Copy out the records that follow, leaving every character as it is.

Extracted records:
======

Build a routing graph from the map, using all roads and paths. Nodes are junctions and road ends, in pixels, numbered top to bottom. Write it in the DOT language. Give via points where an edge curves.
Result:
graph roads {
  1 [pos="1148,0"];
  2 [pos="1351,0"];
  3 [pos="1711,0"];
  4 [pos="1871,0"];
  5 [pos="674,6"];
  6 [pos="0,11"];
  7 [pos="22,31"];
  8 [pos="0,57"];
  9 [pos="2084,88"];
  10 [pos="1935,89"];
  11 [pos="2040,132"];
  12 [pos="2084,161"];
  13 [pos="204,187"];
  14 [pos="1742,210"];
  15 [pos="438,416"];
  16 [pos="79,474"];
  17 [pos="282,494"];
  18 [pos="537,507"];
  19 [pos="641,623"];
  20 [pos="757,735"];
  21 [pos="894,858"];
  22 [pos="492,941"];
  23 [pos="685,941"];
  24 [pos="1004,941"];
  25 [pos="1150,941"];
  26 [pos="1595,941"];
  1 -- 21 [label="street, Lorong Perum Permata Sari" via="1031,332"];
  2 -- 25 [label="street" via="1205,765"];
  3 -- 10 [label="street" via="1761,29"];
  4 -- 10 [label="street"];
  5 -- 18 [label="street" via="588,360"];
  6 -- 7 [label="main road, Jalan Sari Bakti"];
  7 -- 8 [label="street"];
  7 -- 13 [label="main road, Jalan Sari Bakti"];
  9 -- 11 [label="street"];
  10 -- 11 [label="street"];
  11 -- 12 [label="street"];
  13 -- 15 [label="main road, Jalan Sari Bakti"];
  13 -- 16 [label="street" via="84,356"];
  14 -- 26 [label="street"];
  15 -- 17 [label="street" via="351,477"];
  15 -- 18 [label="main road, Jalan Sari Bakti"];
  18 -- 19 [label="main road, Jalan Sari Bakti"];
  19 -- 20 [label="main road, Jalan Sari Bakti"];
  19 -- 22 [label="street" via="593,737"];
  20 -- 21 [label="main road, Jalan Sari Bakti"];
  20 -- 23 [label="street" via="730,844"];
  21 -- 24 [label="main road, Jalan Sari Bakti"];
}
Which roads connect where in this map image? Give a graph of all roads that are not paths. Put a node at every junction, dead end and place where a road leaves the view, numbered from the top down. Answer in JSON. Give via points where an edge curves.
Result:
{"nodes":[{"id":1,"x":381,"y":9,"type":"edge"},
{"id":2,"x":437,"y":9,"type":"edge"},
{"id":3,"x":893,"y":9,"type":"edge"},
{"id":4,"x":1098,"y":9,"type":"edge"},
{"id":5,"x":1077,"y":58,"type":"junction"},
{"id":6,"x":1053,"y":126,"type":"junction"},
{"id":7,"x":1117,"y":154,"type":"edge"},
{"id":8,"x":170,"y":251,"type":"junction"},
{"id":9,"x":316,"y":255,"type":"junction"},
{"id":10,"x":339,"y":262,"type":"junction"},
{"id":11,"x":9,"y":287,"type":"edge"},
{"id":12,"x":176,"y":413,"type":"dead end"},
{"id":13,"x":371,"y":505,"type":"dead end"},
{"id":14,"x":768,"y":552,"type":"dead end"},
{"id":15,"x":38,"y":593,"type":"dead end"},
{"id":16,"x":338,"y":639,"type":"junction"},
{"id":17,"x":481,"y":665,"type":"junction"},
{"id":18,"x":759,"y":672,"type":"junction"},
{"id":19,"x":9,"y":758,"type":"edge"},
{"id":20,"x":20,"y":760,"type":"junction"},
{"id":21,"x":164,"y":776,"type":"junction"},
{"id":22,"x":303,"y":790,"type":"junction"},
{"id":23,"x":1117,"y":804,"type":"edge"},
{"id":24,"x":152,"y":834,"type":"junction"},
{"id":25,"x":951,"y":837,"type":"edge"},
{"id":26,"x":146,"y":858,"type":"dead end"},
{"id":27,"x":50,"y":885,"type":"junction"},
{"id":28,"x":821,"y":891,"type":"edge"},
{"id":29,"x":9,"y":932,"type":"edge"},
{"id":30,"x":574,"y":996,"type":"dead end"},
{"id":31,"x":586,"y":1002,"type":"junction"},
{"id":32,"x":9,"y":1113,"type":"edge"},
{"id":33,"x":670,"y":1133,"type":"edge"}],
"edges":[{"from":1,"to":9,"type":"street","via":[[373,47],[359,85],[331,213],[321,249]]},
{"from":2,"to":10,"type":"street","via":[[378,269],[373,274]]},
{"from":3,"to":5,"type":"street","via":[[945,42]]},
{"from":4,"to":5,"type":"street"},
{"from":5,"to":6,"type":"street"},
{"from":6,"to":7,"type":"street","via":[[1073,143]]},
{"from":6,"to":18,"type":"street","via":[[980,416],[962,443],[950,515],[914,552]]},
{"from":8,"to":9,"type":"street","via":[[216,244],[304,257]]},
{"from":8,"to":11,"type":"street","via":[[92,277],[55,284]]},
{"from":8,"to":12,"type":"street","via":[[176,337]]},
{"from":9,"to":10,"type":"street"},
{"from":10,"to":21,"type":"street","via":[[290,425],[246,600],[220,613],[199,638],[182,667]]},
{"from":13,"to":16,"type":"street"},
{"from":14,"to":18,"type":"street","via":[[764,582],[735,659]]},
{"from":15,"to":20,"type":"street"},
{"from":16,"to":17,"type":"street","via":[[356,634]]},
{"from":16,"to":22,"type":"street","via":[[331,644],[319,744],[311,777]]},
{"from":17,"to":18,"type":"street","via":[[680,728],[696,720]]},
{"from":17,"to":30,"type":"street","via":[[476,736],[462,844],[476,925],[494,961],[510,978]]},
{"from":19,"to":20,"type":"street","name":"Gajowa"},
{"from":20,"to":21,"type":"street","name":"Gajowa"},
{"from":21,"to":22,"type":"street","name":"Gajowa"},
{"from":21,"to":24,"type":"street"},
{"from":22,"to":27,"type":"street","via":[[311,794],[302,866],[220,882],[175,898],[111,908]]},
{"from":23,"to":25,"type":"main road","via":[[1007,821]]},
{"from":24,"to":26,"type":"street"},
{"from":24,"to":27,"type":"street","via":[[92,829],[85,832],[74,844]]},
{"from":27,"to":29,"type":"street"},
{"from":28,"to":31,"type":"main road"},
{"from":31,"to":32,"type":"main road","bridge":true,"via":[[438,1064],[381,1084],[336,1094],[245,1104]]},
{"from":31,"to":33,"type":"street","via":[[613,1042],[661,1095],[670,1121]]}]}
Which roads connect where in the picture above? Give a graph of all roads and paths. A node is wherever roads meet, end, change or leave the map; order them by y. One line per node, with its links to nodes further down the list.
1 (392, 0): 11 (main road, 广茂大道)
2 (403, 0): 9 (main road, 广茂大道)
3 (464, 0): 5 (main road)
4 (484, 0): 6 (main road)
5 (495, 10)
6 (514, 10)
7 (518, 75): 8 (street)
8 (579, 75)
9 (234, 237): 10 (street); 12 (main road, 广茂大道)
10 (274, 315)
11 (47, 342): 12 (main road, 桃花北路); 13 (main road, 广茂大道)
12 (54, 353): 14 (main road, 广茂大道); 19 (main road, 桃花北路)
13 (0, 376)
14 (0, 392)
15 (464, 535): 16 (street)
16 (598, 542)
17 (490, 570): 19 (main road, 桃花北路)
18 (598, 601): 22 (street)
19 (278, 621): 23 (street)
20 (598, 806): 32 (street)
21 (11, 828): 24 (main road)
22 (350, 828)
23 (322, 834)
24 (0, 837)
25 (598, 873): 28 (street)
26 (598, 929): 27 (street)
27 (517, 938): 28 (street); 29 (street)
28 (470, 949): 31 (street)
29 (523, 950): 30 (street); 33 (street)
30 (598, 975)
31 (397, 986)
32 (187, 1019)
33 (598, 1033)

======

Task solution:
Build a routing graph from the map, using all roads and paths. Nodes are junctions and road ends, in pixels, numbered top to bottom. Write it in the DOT language. Give via points where an edge curves.
Result:
graph roads {
  1 [pos="1148,0"];
  2 [pos="1351,0"];
  3 [pos="1711,0"];
  4 [pos="1871,0"];
  5 [pos="674,6"];
  6 [pos="0,11"];
  7 [pos="22,31"];
  8 [pos="0,57"];
  9 [pos="2084,88"];
  10 [pos="1935,89"];
  11 [pos="2040,132"];
  12 [pos="2084,161"];
  13 [pos="204,187"];
  14 [pos="1742,210"];
  15 [pos="438,416"];
  16 [pos="79,474"];
  17 [pos="282,494"];
  18 [pos="537,507"];
  19 [pos="641,623"];
  20 [pos="757,735"];
  21 [pos="894,858"];
  22 [pos="492,941"];
  23 [pos="685,941"];
  24 [pos="1004,941"];
  25 [pos="1150,941"];
  26 [pos="1595,941"];
  1 -- 21 [label="street, Lorong Perum Permata Sari" via="1031,332"];
  2 -- 25 [label="street" via="1205,765"];
  3 -- 10 [label="street" via="1761,29"];
  4 -- 10 [label="street"];
  5 -- 18 [label="street" via="588,360"];
  6 -- 7 [label="main road, Jalan Sari Bakti"];
  7 -- 8 [label="street"];
  7 -- 13 [label="main road, Jalan Sari Bakti"];
  9 -- 11 [label="street"];
  10 -- 11 [label="street"];
  11 -- 12 [label="street"];
  13 -- 15 [label="main road, Jalan Sari Bakti"];
  13 -- 16 [label="street" via="84,356"];
  14 -- 26 [label="street"];
  15 -- 17 [label="street" via="351,477"];
  15 -- 18 [label="main road, Jalan Sari Bakti"];
  18 -- 19 [label="main road, Jalan Sari Bakti"];
  19 -- 20 [label="main road, Jalan Sari Bakti"];
  19 -- 22 [label="street" via="593,737"];
  20 -- 21 [label="main road, Jalan Sari Bakti"];
  20 -- 23 [label="street" via="730,844"];
  21 -- 24 [label="main road, Jalan Sari Bakti"];
}
Which roads connect where in this map image? Give a graph of all roads that are not paths. Put a node at every junction, dead end and place where a road leaves the view, numbered from the top down. Answer in JSON. Give via points where an edge curves.
Result:
{"nodes":[{"id":1,"x":381,"y":9,"type":"edge"},
{"id":2,"x":437,"y":9,"type":"edge"},
{"id":3,"x":893,"y":9,"type":"edge"},
{"id":4,"x":1098,"y":9,"type":"edge"},
{"id":5,"x":1077,"y":58,"type":"junction"},
{"id":6,"x":1053,"y":126,"type":"junction"},
{"id":7,"x":1117,"y":154,"type":"edge"},
{"id":8,"x":170,"y":251,"type":"junction"},
{"id":9,"x":316,"y":255,"type":"junction"},
{"id":10,"x":339,"y":262,"type":"junction"},
{"id":11,"x":9,"y":287,"type":"edge"},
{"id":12,"x":176,"y":413,"type":"dead end"},
{"id":13,"x":371,"y":505,"type":"dead end"},
{"id":14,"x":768,"y":552,"type":"dead end"},
{"id":15,"x":38,"y":593,"type":"dead end"},
{"id":16,"x":338,"y":639,"type":"junction"},
{"id":17,"x":481,"y":665,"type":"junction"},
{"id":18,"x":759,"y":672,"type":"junction"},
{"id":19,"x":9,"y":758,"type":"edge"},
{"id":20,"x":20,"y":760,"type":"junction"},
{"id":21,"x":164,"y":776,"type":"junction"},
{"id":22,"x":303,"y":790,"type":"junction"},
{"id":23,"x":1117,"y":804,"type":"edge"},
{"id":24,"x":152,"y":834,"type":"junction"},
{"id":25,"x":951,"y":837,"type":"edge"},
{"id":26,"x":146,"y":858,"type":"dead end"},
{"id":27,"x":50,"y":885,"type":"junction"},
{"id":28,"x":821,"y":891,"type":"edge"},
{"id":29,"x":9,"y":932,"type":"edge"},
{"id":30,"x":574,"y":996,"type":"dead end"},
{"id":31,"x":586,"y":1002,"type":"junction"},
{"id":32,"x":9,"y":1113,"type":"edge"},
{"id":33,"x":670,"y":1133,"type":"edge"}],
"edges":[{"from":1,"to":9,"type":"street","via":[[373,47],[359,85],[331,213],[321,249]]},
{"from":2,"to":10,"type":"street","via":[[378,269],[373,274]]},
{"from":3,"to":5,"type":"street","via":[[945,42]]},
{"from":4,"to":5,"type":"street"},
{"from":5,"to":6,"type":"street"},
{"from":6,"to":7,"type":"street","via":[[1073,143]]},
{"from":6,"to":18,"type":"street","via":[[980,416],[962,443],[950,515],[914,552]]},
{"from":8,"to":9,"type":"street","via":[[216,244],[304,257]]},
{"from":8,"to":11,"type":"street","via":[[92,277],[55,284]]},
{"from":8,"to":12,"type":"street","via":[[176,337]]},
{"from":9,"to":10,"type":"street"},
{"from":10,"to":21,"type":"street","via":[[290,425],[246,600],[220,613],[199,638],[182,667]]},
{"from":13,"to":16,"type":"street"},
{"from":14,"to":18,"type":"street","via":[[764,582],[735,659]]},
{"from":15,"to":20,"type":"street"},
{"from":16,"to":17,"type":"street","via":[[356,634]]},
{"from":16,"to":22,"type":"street","via":[[331,644],[319,744],[311,777]]},
{"from":17,"to":18,"type":"street","via":[[680,728],[696,720]]},
{"from":17,"to":30,"type":"street","via":[[476,736],[462,844],[476,925],[494,961],[510,978]]},
{"from":19,"to":20,"type":"street","name":"Gajowa"},
{"from":20,"to":21,"type":"street","name":"Gajowa"},
{"from":21,"to":22,"type":"street","name":"Gajowa"},
{"from":21,"to":24,"type":"street"},
{"from":22,"to":27,"type":"street","via":[[311,794],[302,866],[220,882],[175,898],[111,908]]},
{"from":23,"to":25,"type":"main road","via":[[1007,821]]},
{"from":24,"to":26,"type":"street"},
{"from":24,"to":27,"type":"street","via":[[92,829],[85,832],[74,844]]},
{"from":27,"to":29,"type":"street"},
{"from":28,"to":31,"type":"main road"},
{"from":31,"to":32,"type":"main road","bridge":true,"via":[[438,1064],[381,1084],[336,1094],[245,1104]]},
{"from":31,"to":33,"type":"street","via":[[613,1042],[661,1095],[670,1121]]}]}
Which roads connect where in the picture above? Give a graph of all roads and paths. A node is wherever roads meet, end, change or leave the map; order them by y. One line per node, with its links to nodes further down the list.
1 (392, 0): 11 (main road, 广茂大道)
2 (403, 0): 9 (main road, 广茂大道)
3 (464, 0): 5 (main road)
4 (484, 0): 6 (main road)
5 (495, 10)
6 (514, 10)
7 (518, 75): 8 (street)
8 (579, 75)
9 (234, 237): 10 (street); 12 (main road, 广茂大道)
10 (274, 315)
11 (47, 342): 12 (main road, 桃花北路); 13 (main road, 广茂大道)
12 (54, 353): 14 (main road, 广茂大道); 19 (main road, 桃花北路)
13 (0, 376)
14 (0, 392)
15 (464, 535): 16 (street)
16 (598, 542)
17 (490, 570): 19 (main road, 桃花北路)
18 (598, 601): 22 (street)
19 (278, 621): 23 (street)
20 (598, 806): 32 (street)
21 (11, 828): 24 (main road)
22 (350, 828)
23 (322, 834)
24 (0, 837)
25 (598, 873): 28 (street)
26 (598, 929): 27 (street)
27 (517, 938): 28 (street); 29 (street)
28 (470, 949): 31 (street)
29 (523, 950): 30 (street); 33 (street)
30 (598, 975)
31 (397, 986)
32 (187, 1019)
33 (598, 1033)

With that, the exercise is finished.